**Dataset**
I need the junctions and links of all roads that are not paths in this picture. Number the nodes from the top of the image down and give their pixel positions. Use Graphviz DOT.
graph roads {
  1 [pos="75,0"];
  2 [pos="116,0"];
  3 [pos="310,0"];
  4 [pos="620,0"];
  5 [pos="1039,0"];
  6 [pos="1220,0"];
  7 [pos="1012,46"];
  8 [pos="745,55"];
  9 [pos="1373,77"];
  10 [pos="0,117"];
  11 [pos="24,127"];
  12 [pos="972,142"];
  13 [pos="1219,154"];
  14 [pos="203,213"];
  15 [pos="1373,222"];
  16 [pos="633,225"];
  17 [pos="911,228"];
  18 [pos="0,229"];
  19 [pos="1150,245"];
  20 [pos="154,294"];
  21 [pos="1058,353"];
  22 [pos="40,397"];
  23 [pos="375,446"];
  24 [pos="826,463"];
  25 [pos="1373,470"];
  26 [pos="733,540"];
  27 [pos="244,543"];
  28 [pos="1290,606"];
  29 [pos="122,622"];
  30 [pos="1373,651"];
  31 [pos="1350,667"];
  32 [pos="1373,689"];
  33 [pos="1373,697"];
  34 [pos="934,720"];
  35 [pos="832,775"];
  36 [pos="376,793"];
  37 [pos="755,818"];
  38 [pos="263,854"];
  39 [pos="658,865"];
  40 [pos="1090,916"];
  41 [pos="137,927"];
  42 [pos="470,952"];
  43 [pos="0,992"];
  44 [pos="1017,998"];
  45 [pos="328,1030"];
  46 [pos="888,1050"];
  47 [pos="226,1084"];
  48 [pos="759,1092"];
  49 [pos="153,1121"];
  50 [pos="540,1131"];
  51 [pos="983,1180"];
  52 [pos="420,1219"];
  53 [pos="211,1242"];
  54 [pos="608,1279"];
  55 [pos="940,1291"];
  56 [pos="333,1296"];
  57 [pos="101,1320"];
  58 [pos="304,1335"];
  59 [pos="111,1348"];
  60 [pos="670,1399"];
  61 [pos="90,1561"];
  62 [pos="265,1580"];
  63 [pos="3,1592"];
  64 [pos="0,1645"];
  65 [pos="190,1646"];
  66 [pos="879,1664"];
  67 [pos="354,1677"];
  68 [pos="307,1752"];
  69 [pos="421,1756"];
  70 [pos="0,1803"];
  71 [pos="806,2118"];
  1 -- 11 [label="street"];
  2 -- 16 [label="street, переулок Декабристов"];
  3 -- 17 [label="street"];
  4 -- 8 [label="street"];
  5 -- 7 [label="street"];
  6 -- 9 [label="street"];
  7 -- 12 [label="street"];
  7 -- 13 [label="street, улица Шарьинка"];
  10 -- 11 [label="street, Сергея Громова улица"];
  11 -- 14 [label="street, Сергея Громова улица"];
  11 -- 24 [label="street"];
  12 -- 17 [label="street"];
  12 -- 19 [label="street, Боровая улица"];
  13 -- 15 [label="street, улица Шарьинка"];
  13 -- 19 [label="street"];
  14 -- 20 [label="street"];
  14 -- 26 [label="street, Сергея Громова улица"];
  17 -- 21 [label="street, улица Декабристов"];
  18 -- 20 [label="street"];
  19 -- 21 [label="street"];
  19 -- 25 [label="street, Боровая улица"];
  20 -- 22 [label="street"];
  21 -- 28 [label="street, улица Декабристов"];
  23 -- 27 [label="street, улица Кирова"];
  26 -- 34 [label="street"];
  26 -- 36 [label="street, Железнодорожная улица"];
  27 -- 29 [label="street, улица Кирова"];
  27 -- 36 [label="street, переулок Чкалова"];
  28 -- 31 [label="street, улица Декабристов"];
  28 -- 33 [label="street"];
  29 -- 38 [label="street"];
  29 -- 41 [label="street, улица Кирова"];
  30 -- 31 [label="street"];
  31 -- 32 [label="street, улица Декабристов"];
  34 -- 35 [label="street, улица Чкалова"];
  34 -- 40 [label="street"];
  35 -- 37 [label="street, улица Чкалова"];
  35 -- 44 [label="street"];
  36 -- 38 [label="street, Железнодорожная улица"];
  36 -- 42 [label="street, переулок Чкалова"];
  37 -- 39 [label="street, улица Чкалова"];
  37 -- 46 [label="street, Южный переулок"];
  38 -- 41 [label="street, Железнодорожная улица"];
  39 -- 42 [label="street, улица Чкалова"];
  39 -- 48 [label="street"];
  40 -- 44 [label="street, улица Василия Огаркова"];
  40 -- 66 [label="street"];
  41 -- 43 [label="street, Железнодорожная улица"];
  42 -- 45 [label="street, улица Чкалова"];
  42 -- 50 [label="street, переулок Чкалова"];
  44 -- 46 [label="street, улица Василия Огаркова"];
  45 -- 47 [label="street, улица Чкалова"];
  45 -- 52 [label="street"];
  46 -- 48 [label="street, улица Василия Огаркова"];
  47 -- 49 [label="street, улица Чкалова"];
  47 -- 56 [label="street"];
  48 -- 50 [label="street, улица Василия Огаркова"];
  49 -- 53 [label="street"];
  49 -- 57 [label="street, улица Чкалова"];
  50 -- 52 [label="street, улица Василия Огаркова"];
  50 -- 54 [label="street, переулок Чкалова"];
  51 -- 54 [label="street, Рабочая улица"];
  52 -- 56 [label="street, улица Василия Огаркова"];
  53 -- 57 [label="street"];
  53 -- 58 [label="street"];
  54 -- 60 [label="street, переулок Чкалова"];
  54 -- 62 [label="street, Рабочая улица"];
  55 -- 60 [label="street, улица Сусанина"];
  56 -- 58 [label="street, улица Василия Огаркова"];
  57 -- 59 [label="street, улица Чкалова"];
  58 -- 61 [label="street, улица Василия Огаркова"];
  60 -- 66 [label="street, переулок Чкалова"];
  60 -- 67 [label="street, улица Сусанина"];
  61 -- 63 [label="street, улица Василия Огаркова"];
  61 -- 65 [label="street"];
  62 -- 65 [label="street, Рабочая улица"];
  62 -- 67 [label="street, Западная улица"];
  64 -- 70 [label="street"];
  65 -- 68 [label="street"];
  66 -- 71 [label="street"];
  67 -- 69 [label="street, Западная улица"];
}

**Problem requirements**
Each line above that contains "roads" must be copied out.

**Written reply**
I need the junctions and links of all roads that are not paths in this picture. Number the nodes from the top of the image down and give their pixel positions. Use Graphviz DOT.
graph roads {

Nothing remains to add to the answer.